In a sauté pan with three inch sides, pour in wine and water.  Coarsely chop carrot, leek and celery and add to pan with bay leaves and peppercorns.  Cover and bring to a simmer over medium-high heat.  When liquid comes to a boil, reduce heat and simmer for 20 minutes.  Remove pan from heat and strain out vegetables and spices.  Return the liquid to the pan and bring it to a simmer over medium heat.  Add the salmon filets skin side down, reduce the heat to medium-low, cover and cook for 12 – 15 minutes, depending on the thickness of the filets.  Filets are done when they flake easily apart with a fork.  Lift the filets out of the liquid and remove the skin.  Sprinkle lightly with salt and pepper.

To make the vinaigrette, wisk the oil and the lemon juice in a small bowl.  Mix in the sugar, zest, capers and crème fraiche.  Add salt and pepper to taste.

In a medium bowl, mix the greens and fennel.  Drizzle ¼ c of the dressing over the greens and toss to coat.  Mound the green on each plate, and place a salmon filet on top.  Sprinkle the hazelnuts around each salad and drizzle some of the dressing on top of the fish.  Pass extra dressing at the table.
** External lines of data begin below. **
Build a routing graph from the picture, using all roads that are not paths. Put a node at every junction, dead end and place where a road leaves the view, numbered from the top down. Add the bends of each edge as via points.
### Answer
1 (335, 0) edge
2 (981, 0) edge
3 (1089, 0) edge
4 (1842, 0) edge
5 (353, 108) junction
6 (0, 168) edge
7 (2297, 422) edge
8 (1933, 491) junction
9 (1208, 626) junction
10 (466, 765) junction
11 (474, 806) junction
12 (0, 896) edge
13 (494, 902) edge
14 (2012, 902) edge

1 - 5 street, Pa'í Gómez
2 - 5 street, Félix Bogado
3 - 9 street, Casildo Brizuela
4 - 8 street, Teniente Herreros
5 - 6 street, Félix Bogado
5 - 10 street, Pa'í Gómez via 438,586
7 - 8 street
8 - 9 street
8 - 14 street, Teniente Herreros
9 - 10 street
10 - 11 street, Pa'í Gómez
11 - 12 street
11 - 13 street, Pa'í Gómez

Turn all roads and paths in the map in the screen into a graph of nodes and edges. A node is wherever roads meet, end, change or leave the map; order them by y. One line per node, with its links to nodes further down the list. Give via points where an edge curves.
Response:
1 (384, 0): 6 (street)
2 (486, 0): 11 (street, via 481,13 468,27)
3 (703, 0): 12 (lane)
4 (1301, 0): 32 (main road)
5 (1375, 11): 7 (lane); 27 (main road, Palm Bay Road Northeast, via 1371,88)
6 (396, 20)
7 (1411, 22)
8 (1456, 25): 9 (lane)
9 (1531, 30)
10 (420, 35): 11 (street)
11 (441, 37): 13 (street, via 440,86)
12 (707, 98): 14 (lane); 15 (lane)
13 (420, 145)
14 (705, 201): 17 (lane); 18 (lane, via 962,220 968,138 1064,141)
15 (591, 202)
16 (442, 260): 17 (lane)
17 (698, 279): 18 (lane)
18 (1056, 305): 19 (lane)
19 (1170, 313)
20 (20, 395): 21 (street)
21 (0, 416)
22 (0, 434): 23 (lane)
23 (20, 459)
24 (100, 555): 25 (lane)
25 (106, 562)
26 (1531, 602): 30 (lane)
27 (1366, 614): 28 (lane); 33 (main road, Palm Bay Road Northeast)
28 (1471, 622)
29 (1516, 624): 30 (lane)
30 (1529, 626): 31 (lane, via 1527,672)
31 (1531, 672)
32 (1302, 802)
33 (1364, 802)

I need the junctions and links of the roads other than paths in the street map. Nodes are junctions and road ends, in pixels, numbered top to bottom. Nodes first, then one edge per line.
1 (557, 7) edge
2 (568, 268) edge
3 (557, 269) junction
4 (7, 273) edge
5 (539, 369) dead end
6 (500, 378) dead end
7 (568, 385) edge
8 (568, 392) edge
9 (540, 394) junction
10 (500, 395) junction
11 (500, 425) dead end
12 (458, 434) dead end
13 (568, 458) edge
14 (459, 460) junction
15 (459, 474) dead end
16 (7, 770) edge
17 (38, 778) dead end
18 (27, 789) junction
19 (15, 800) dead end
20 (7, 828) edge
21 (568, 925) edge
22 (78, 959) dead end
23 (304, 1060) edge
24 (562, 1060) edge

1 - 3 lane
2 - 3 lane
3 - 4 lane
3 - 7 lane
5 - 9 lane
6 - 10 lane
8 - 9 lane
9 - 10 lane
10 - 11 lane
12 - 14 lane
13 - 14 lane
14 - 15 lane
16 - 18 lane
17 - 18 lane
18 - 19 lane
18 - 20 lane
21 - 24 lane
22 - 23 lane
Note:  When making this recipe again and you don’t have dry roasted hazelnuts, do the following.  While the salmon is cooking, place the hazelnuts on a baking sheet and toast them in a preheated 450 degree oven for ten minutes.  Remove the pan from the oven, and place the hazelnuts in a dish towel.  Rub the nuts with the dish towel until they release their skins.  Set aside.